- _Exercise instructions_: As you look over the data below, please find each line where the word "معلي" appears, then copy it.

Extracted records:
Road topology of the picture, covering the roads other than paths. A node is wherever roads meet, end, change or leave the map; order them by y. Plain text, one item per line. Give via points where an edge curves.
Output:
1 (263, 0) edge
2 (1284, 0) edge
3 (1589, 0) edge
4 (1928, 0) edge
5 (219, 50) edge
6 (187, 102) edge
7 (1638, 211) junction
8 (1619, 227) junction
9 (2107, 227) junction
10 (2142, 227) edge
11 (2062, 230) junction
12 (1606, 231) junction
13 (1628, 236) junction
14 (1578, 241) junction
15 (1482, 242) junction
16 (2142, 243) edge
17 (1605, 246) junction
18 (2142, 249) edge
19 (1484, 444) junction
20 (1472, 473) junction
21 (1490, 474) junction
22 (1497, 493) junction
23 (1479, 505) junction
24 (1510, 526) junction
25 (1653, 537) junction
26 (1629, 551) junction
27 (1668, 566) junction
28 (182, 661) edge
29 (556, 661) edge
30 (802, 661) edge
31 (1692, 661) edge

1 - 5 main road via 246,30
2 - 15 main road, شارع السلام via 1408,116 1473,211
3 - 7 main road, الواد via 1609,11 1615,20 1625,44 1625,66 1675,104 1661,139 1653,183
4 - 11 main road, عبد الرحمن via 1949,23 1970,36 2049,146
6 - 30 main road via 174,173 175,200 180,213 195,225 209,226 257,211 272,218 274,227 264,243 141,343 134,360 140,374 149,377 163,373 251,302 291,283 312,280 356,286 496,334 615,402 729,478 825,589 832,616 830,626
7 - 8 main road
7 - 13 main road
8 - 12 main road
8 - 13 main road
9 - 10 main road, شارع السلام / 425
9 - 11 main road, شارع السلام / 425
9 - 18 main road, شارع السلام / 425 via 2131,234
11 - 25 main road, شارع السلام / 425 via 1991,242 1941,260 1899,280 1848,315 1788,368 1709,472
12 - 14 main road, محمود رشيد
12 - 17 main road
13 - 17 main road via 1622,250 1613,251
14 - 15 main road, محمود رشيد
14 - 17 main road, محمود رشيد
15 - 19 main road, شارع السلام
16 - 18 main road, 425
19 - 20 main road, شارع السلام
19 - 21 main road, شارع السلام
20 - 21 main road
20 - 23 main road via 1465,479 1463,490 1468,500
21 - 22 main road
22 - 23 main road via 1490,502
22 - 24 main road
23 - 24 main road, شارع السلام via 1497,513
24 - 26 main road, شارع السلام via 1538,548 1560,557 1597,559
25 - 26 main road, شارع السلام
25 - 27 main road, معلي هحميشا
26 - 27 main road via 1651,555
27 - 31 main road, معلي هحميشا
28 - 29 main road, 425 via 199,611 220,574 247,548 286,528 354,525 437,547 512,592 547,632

- _Solution to this exercise_:
25 - 27 main road, معلي هحميشا
27 - 31 main road, معلي هحميشا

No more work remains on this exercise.